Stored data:
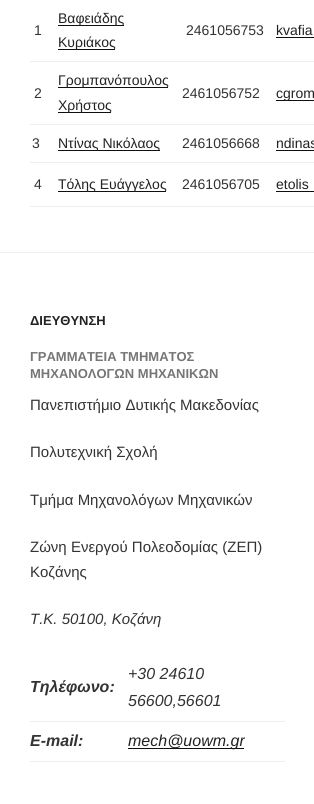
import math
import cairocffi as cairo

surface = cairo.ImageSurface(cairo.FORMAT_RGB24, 314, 804)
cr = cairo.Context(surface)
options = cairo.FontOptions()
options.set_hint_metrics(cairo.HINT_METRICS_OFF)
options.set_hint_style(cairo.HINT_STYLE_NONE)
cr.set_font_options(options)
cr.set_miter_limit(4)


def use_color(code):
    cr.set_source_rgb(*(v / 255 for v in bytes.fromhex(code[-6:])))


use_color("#ffffff")
cr.paint()
use_color("#eeeeee")
cr.rectangle(30, 61, 284, 1)
cr.fill()
cr.select_font_face("Liberation Sans")
cr.set_font_size(14)
use_color("#333333")
cr.move_to(34, 35)
cr.show_text("1")
use_color("#0f0f0f")
cr.rectangle(58, 25, 66, 1)
cr.fill()
use_color("#222222")
cr.move_to(58, 23)
cr.show_text("Βαφειάδης")
use_color("#0f0f0f")
cr.rectangle(58, 49, 57, 1)
cr.fill()
use_color("#222222")
cr.move_to(58, 47)
cr.show_text("Κυριάκος")
use_color("#333333")
cr.move_to(186, 35)
cr.show_text("2461056753")
use_color("#222222")
cr.move_to(276, 35)
cr.show_text("kvafia")
use_color("#0f0f0f")
cr.rectangle(276, 37, 38, 1)
cr.fill()
use_color("#eeeeee")
cr.rectangle(30, 124, 284, 1)
cr.fill()
use_color("#333333")
cr.move_to(34, 98)
cr.show_text("2")
use_color("#0f0f0f")
cr.rectangle(58, 87, 110, 1)
cr.fill()
use_color("#222222")
cr.move_to(58, 85)
cr.show_text("Γρομπανόπουλος")
use_color("#0f0f0f")
cr.rectangle(58, 112, 53, 1)
cr.fill()
use_color("#222222")
cr.move_to(58, 110)
cr.show_text("Χρήστος")
use_color("#333333")
cr.move_to(182, 98)
cr.show_text("2461056752")
use_color("#0f0f0f")
cr.rectangle(276, 100, 38, 1)
cr.fill()
use_color("#222222")
cr.move_to(276, 98)
cr.show_text("cgrom")
use_color("#eeeeee")
cr.rectangle(30, 162, 284, 1)
cr.fill()
use_color("#333333")
cr.move_to(32, 148)
cr.show_text("3")
use_color("#0f0f0f")
cr.rectangle(58, 150, 102, 1)
cr.fill()
use_color("#222222")
cr.move_to(58, 148)
cr.show_text("Ντίνας Νικόλαος")
use_color("#333333")
cr.move_to(182, 148)
cr.show_text("2461056668")
use_color("#222222")
cr.move_to(276, 148)
cr.show_text("ndinas")
use_color("#0f0f0f")
cr.rectangle(276, 150, 38, 1)
cr.fill()
use_color("#eeeeee")
cr.rectangle(30, 206, 284, 1)
cr.fill()
use_color("#333333")
cr.move_to(34, 189)
cr.show_text("4")
use_color("#0f0f0f")
cr.rectangle(58, 191, 108, 1)
cr.fill()
use_color("#222222")
cr.move_to(58, 189)
cr.show_text("Τόλης Ευάγγελος")
use_color("#333333")
cr.move_to(182, 189)
cr.show_text("2461056705")
use_color("#222222")
cr.move_to(276, 189)
cr.show_text("etolis")
use_color("#0f0f0f")
cr.rectangle(276, 191, 38, 1)
cr.fill()
use_color("#eeeeee")
cr.rectangle(0, 252, 314, 1)
cr.fill()
cr.select_font_face("Liberation Sans", cairo.FONT_SLANT_NORMAL, cairo.FONT_WEIGHT_BOLD)
cr.set_font_size(13)
use_color("#222222")
cr.move_to(30, 325)
cr.show_text("ΔΙΕΥΘΥΝΣΗ")
use_color("#767676")
cr.move_to(30, 361)
cr.show_text("ΓΡΑΜΜΑΤΕΙΑ ΤΜΗΜΑΤΟΣ")
cr.move_to(30, 378)
cr.show_text("ΜΗΧΑΝΟΛΟΓΩΝ ΜΗΧΑΝΙΚΩΝ")
cr.select_font_face("Liberation Sans")
cr.set_font_size(15)
use_color("#333333")
cr.move_to(30, 410)
cr.show_text("Πανεπιστήμιο Δυτικής Μακεδονίας")
cr.move_to(30, 457)
cr.show_text("Πολυτεχνική Σχολή")
cr.move_to(30, 505)
cr.show_text("Τμήμα Μηχανολόγων Μηχανικών")
cr.move_to(30, 552)
cr.show_text("Ζώνη Ενεργού Πολεοδομίας (ΖΕΠ)")
cr.move_to(30, 577)
cr.show_text("Κοζάνης")
cr.select_font_face("Liberation Sans", cairo.FONT_SLANT_ITALIC)
cr.move_to(30, 624)
cr.show_text("Τ.Κ. 50100, Κοζάνη")
use_color("#eeeeee")
cr.rectangle(30, 721, 255, 1)
cr.fill()
cr.select_font_face("Liberation Sans", cairo.FONT_SLANT_ITALIC, cairo.FONT_WEIGHT_BOLD)
cr.set_font_size(16)
use_color("#333333")
cr.move_to(30, 692)
cr.show_text("Τηλέφωνο:")
cr.select_font_face("Liberation Sans", cairo.FONT_SLANT_ITALIC)
cr.move_to(128, 679)
cr.show_text("+30 24610")
cr.move_to(128, 706)
cr.show_text("56600,56601")
use_color("#eeeeee")
cr.rectangle(30, 761, 255, 1)
cr.fill()
cr.select_font_face("Liberation Sans", cairo.FONT_SLANT_ITALIC, cairo.FONT_WEIGHT_BOLD)
use_color("#333333")
cr.move_to(30, 746)
cr.show_text("E-mail:")
use_color("#0f0f0f")
cr.rectangle(128, 748, 116, 1)
cr.fill()
cr.select_font_face("Liberation Sans", cairo.FONT_SLANT_ITALIC)
use_color("#222222")
cr.move_to(128, 746)
cr.show_text("mech@uowm.gr")
surface.write_to_png("result.png")
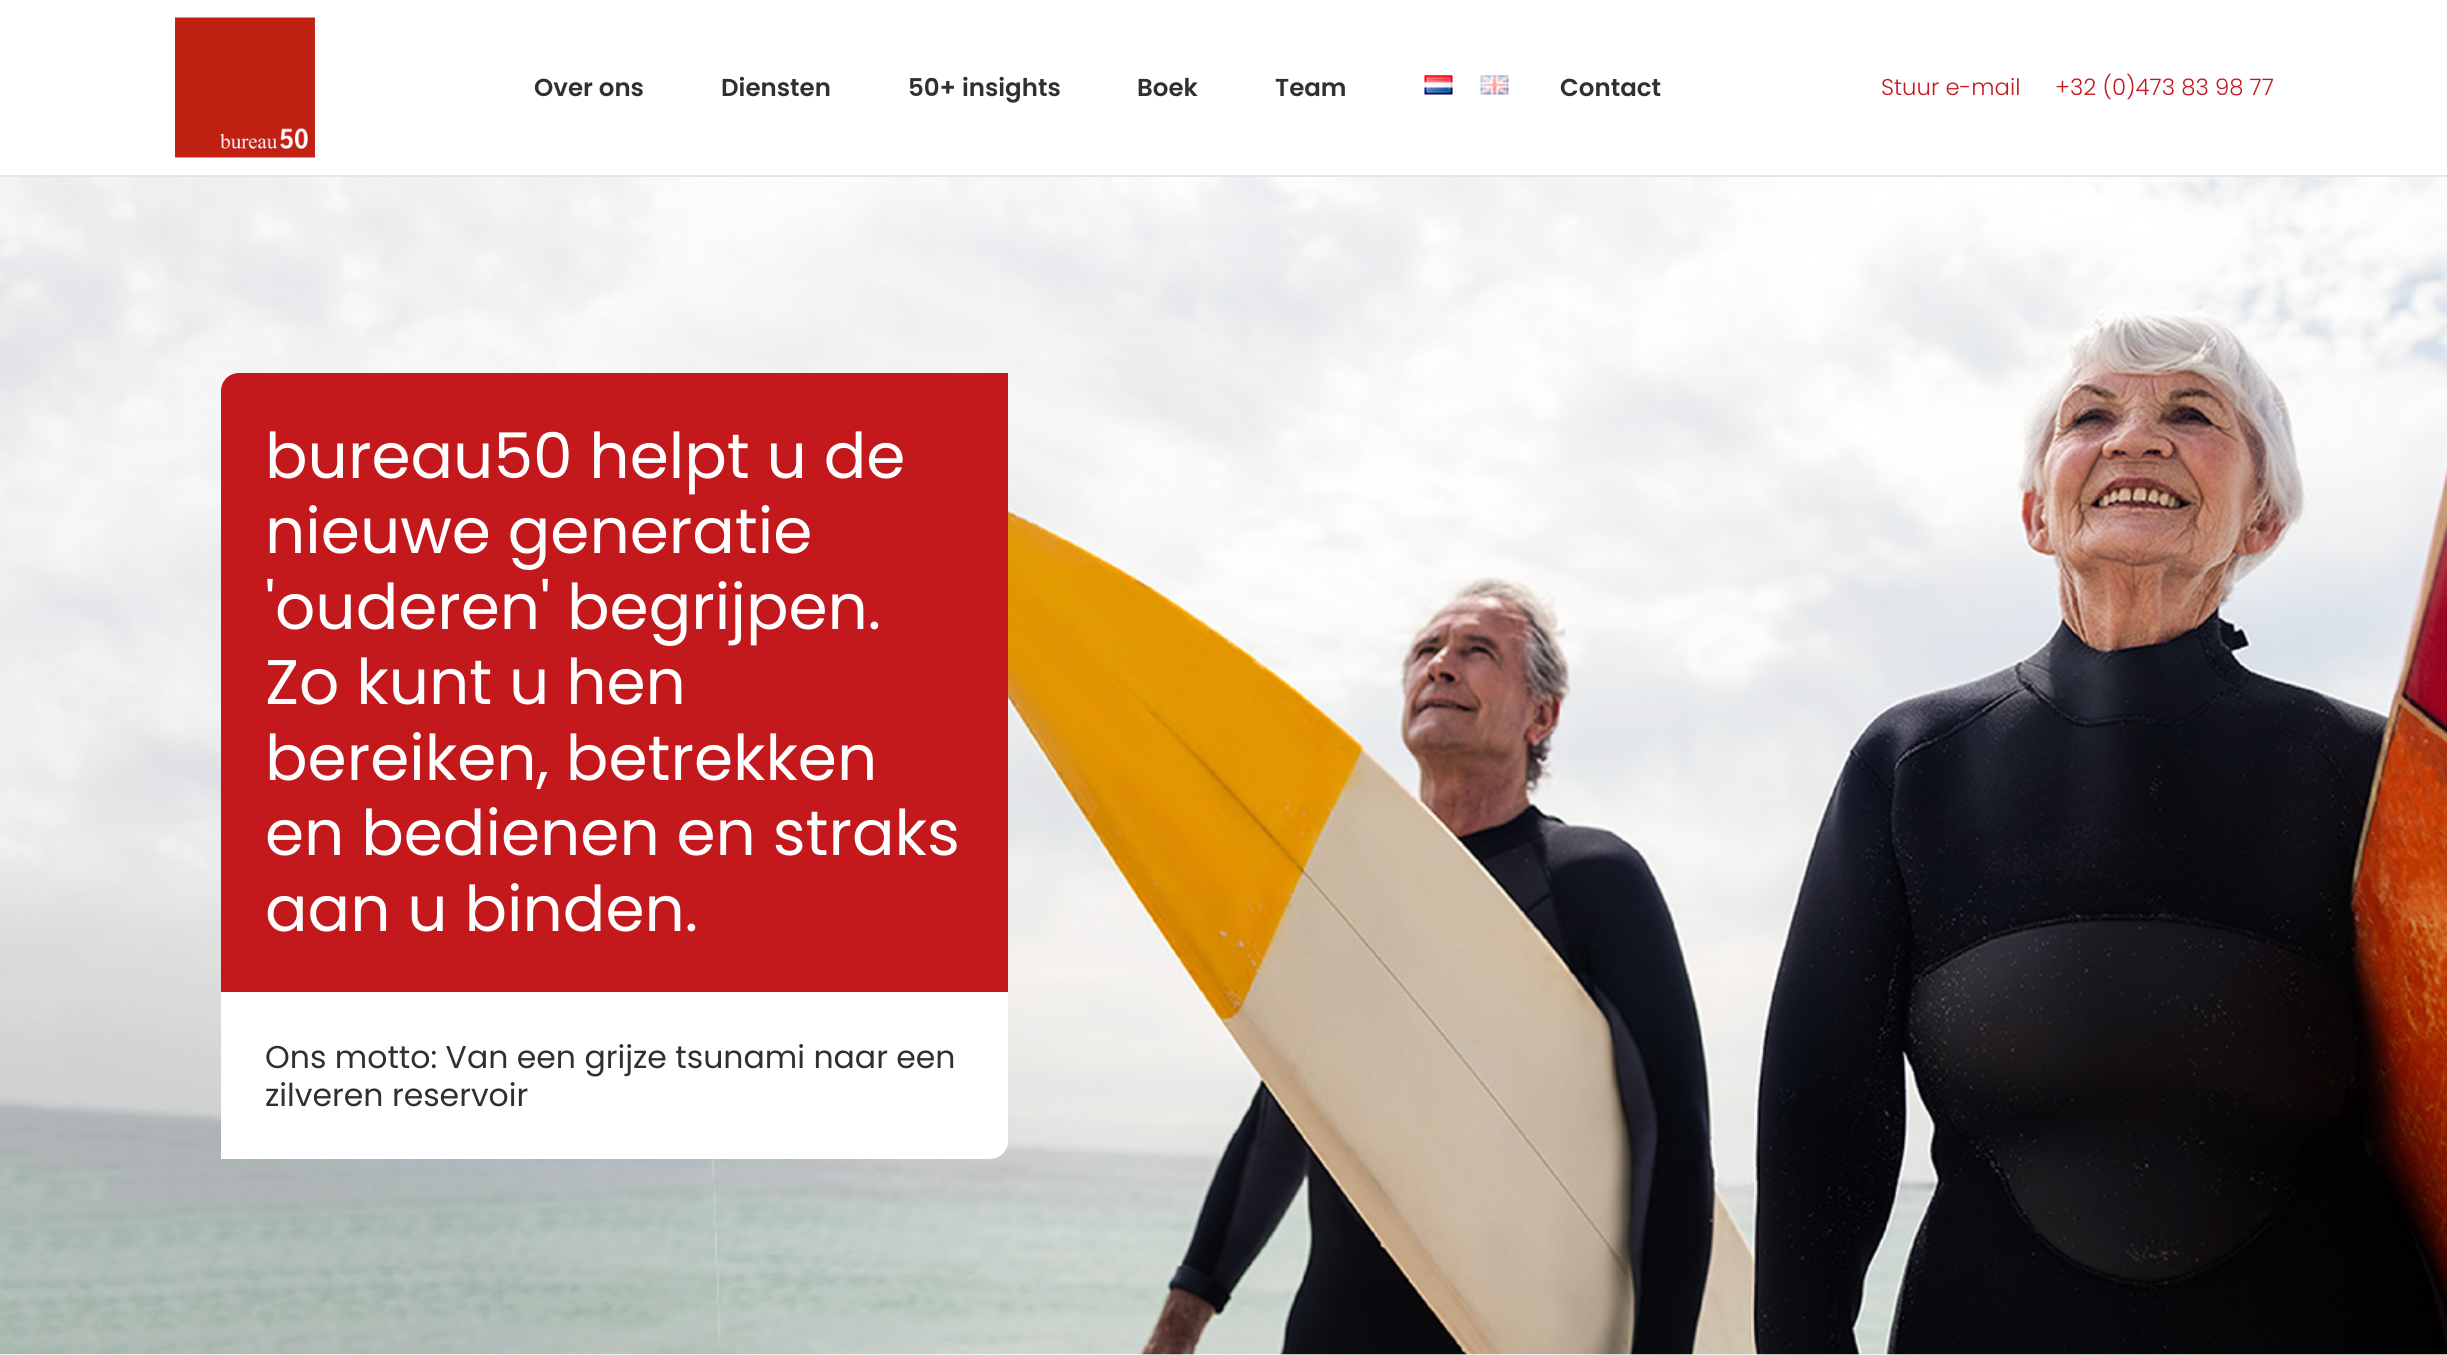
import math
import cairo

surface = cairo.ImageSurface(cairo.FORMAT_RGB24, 2447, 1355)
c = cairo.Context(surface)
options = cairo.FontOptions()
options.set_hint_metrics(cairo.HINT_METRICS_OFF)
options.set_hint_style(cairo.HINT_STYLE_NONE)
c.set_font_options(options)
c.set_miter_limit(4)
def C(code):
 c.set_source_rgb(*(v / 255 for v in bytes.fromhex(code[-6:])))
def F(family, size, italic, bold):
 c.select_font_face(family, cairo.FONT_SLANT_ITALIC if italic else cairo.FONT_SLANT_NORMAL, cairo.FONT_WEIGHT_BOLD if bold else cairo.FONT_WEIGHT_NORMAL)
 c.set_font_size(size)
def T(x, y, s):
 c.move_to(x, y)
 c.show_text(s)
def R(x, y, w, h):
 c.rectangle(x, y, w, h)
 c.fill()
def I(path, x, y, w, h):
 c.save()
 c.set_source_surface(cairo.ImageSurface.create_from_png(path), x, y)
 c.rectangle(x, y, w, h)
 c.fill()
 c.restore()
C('ffffff')
c.paint()
C('e6e6e6')
R(0,175,2447,2)
I('1.png',175,17,140,141)
F('Poppins SemiBold',24.5,0,0)
C('303030')
T(534,96,'Over ons')
T(721,96,'Diensten')
T(908,96,'50+ insights')
T(1137,96,'Boek')
T(1275,96,'Team')
I('2.png',1424,75,29,20)
I('3.png',1480,75,29,20)
T(1560,96,'Contact')
F('Poppins Light',22.75,0,0)
C('c3191d')
T(1881,95,'Stuur e-mail')
T(2055,95,'+32 (0)473 83 98 77')
I('4.png',0,177,2447,1178)
c.new_path()
c.move_to(239,373)
c.line_to(1008,373)
c.line_to(1008,992)
c.line_to(221,992)
c.line_to(221,391)
c.curve_to(221,381,229,373,239,373)
c.close_path()
c.fill()
F('Poppins',63,0,0)
C('ffffff')
T(265,478,'bureau50 helpt u de')
T(265,553,'nieuwe generatie')
T(265,629,'\'ouderen\' begrijpen.')
T(265,704,'Zo kunt u hen')
T(265,780,'bereiken, betrekken')
T(265,855,'en bedienen en straks')
T(265,931,'aan u binden.')
c.new_path()
c.move_to(221,992)
c.line_to(1008,992)
c.line_to(1008,1141)
c.curve_to(1008,1151,1000,1159,990,1159)
c.line_to(221,1159)
c.close_path()
c.fill()
F('Poppins',31.5,0,0)
C('303030')
T(265,1068,'Ons motto: Van een grijze tsunami naar een')
T(265,1106,'zilveren reservoir')
surface.write_to_png('o.png')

* [Problem description]
Could you copy exactly the lines from the one containing "c.set_source_rgb(*(v / 255" through the end of the records above, and nothing more?

* [Solution to this task]
 c.set_source_rgb(*(v / 255 for v in bytes.fromhex(code[-6:])))
def F(family, size, italic, bold):
 c.select_font_face(family, cairo.FONT_SLANT_ITALIC if italic else cairo.FONT_SLANT_NORMAL, cairo.FONT_WEIGHT_BOLD if bold else cairo.FONT_WEIGHT_NORMAL)
 c.set_font_size(size)
def T(x, y, s):
 c.move_to(x, y)
 c.show_text(s)
def R(x, y, w, h):
 c.rectangle(x, y, w, h)
 c.fill()
def I(path, x, y, w, h):
 c.save()
 c.set_source_surface(cairo.ImageSurface.create_from_png(path), x, y)
 c.rectangle(x, y, w, h)
 c.fill()
 c.restore()
C('ffffff')
c.paint()
C('e6e6e6')
R(0,175,2447,2)
I('1.png',175,17,140,141)
F('Poppins SemiBold',24.5,0,0)
C('303030')
T(534,96,'Over ons')
T(721,96,'Diensten')
T(908,96,'50+ insights')
T(1137,96,'Boek')
T(1275,96,'Team')
I('2.png',1424,75,29,20)
I('3.png',1480,75,29,20)
T(1560,96,'Contact')
F('Poppins Light',22.75,0,0)
C('c3191d')
T(1881,95,'Stuur e-mail')
T(2055,95,'+32 (0)473 83 98 77')
I('4.png',0,177,2447,1178)
c.new_path()
c.move_to(239,373)
c.line_to(1008,373)
c.line_to(1008,992)
c.line_to(221,992)
c.line_to(221,391)
c.curve_to(221,381,229,373,239,373)
c.close_path()
c.fill()
F('Poppins',63,0,0)
C('ffffff')
T(265,478,'bureau50 helpt u de')
T(265,553,'nieuwe generatie')
T(265,629,'\'ouderen\' begrijpen.')
T(265,704,'Zo kunt u hen')
T(265,780,'bereiken, betrekken')
T(265,855,'en bedienen en straks')
T(265,931,'aan u binden.')
c.new_path()
c.move_to(221,992)
c.line_to(1008,992)
c.line_to(1008,1141)
c.curve_to(1008,1151,1000,1159,990,1159)
c.line_to(221,1159)
c.close_path()
c.fill()
F('Poppins',31.5,0,0)
C('303030')
T(265,1068,'Ons motto: Van een grijze tsunami naar een')
T(265,1106,'zilveren reservoir')
surface.write_to_png('o.png')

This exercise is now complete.